Supplied material:
- Opening Delimiter -
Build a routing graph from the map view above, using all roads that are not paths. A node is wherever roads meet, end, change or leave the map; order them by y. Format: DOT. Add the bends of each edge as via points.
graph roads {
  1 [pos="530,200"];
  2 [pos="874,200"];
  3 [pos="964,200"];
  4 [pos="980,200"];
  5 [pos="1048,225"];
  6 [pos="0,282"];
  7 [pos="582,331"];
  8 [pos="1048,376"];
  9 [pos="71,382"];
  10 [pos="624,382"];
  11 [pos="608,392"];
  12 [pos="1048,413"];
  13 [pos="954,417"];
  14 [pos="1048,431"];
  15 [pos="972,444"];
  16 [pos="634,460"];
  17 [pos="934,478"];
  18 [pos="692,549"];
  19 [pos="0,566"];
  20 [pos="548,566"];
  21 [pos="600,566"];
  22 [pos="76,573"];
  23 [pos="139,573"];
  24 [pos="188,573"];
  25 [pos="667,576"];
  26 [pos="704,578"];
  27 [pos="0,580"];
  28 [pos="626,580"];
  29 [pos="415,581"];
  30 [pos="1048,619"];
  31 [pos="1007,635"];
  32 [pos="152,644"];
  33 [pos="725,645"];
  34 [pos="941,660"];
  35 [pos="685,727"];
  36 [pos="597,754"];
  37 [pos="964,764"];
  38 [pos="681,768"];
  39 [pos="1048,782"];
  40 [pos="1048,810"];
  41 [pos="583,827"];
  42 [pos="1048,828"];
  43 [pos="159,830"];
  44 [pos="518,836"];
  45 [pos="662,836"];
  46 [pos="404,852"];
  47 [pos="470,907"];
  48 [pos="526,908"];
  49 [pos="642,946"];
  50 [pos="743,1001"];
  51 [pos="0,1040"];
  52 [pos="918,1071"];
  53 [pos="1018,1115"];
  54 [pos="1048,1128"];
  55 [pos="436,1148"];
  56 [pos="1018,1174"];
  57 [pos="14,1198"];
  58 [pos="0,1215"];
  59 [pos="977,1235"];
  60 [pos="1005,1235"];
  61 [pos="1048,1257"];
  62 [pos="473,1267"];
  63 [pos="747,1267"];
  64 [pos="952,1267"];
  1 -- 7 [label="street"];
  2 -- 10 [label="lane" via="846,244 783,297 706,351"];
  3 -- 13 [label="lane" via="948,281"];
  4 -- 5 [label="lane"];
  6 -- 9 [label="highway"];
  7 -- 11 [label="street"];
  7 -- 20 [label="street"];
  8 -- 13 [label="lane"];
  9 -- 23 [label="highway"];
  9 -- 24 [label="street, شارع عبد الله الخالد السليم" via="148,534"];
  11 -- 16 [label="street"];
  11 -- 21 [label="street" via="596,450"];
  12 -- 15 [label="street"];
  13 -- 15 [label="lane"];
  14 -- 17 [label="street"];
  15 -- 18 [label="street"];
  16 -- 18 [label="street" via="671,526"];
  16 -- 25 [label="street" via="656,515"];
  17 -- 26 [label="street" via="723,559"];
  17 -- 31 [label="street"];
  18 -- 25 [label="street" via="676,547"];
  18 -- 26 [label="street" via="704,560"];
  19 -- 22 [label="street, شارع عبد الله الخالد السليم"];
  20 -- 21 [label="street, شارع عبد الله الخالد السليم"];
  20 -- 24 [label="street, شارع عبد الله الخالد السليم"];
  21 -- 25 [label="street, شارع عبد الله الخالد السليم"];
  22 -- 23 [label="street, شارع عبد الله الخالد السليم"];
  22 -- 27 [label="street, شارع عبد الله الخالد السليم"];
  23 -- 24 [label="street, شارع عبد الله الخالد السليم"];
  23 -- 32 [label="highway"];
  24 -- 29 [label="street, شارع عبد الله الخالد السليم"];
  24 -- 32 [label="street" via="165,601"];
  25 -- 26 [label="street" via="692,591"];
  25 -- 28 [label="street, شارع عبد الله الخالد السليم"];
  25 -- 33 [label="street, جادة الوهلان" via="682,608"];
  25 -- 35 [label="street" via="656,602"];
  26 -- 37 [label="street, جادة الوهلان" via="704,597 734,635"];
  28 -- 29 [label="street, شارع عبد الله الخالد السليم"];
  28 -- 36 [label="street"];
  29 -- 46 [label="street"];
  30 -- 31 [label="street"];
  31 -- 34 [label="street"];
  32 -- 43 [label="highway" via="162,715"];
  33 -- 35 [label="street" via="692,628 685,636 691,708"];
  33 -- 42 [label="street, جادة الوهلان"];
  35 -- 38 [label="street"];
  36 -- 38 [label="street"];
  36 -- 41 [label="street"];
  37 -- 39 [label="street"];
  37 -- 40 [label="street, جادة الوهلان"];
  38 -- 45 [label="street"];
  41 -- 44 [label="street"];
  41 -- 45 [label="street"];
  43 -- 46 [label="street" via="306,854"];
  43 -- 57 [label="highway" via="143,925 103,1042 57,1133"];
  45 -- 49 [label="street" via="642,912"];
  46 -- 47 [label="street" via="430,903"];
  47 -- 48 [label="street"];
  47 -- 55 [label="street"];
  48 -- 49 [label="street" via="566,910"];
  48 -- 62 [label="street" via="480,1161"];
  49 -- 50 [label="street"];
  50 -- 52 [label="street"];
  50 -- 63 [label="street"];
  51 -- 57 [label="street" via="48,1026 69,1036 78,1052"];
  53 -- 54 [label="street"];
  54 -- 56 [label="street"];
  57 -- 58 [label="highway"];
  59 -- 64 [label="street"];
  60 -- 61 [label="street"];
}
- Closing Delimiter -
Gather and copy every line of the data in which the string "roads" is found.

Result of this exercise:
Build a routing graph from the map view above, using all roads that are not paths. A node is wherever roads meet, end, change or leave the map; order them by y. Format: DOT. Add the bends of each edge as via points.
graph roads {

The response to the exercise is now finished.